← Back to Work

01Amazon · Case Study

Working Backwards AI

An AI-powered product thinking assistant that challenges assumptions, surfaces insights, and helps PMs make better decisions early.

My RoleProduct Design · UX/UI · UX Research
TeamPM · AI Science · Engineering
Target Users8K+ Amazon PMs
Timeline2025 Q1 Exploration → Q4 Production Launch

01 — Context

Preventing customer experience risks before launch.

The Customer Experience Risk Service (CXRS) team focuses on identifying and preventing customer experience risks before products launch. I joined as the design lead, and over four quarters took the product from exploration to production launch.

My impact

  • Reframed the problem space
  • Led qualitative research and AI UX exploration
  • Translated insights into product direction
  • Drove cross-functional alignment and execution
Working Backwards AI welcome screen on a laptop, with Ideate, Write, and Review modes

02 — The Problem

Customer issues were discovered only after launch.

Many customer issues surface only after launch — when complaints reach Customer Service. At Amazon's scale, even small product decisions can impact millions of customers.

315M
Active Amazon customers
438M
CSA-handled customer contacts per year
652M
Self-service complaints per year
$1.28B
Annual customer service cost

Based on Amazon's 2024 operational metrics.

03 — Reframing the Challenge

How might we

Help Amazon product teams anticipate and prevent customer complaints before product launch?

Our hypothesis: AI can simulate customer reactions before launch.

Identify customer experience risks before launch Reduce post-launch complaints

04 — First Attempt

Piper: a customer service AI module.

The first concept, "Piper," was a Customer Service AI module — a pre-mortem tool that scanned product documents and flagged customer-service risks.

Early Piper concept — a customer service risk identification module

A quick feasibility test with an AI Science demo and a UX prototype surfaced a hard truth: users treated Piper as a downstream tool, but preventing customer issues requires upstream decisions. Risks were identified too late to influence product direction.

What we learned

The module surfaced risks — but at the wrong stage of the product lifecycle.

05 — The Pivot

From risk detection to early decision support.

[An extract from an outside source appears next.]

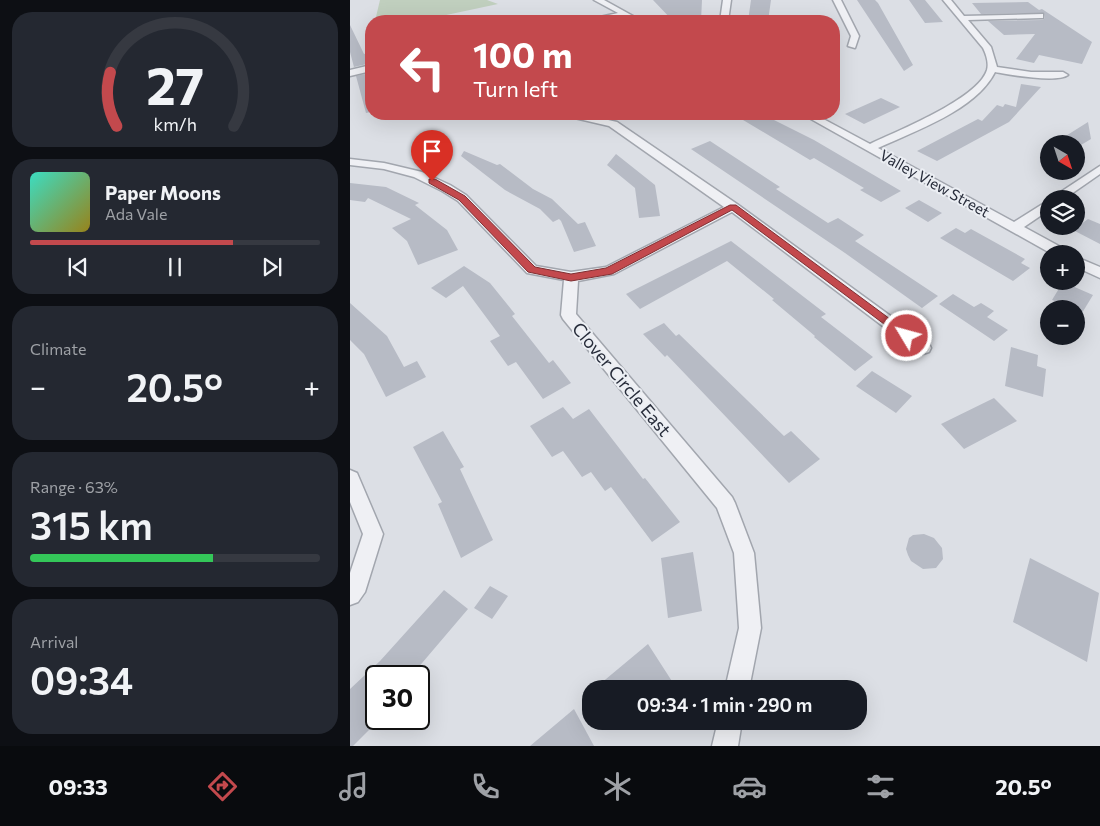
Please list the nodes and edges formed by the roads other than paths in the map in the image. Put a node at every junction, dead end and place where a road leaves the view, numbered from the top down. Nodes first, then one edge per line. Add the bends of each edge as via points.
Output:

Using PM jobs-to-be-done analysis, persona work, and storytelling, I made the case to leadership for repositioning the product — away from downstream optimization, toward helping PMs make customer-centered decisions earlier and influence product direction proactively.

Before — Piper Risk detection

Downstream optimization: flag customer-service risks after the idea is already locked.

After — WBAI Early decision support

Help PMs make customer-centered decisions earlier and shape product direction proactively.

Pivot framing — moving from downstream risk detection to early decision support

06 — Research

Listening to how PMs actually work.

I analyzed recurring pain points from the PM Slack channel and ran a jobs-to-be-done ideation workshop, then validated the direction through user sessions. Decision making under uncertainty emerged as the main challenge for most PMs.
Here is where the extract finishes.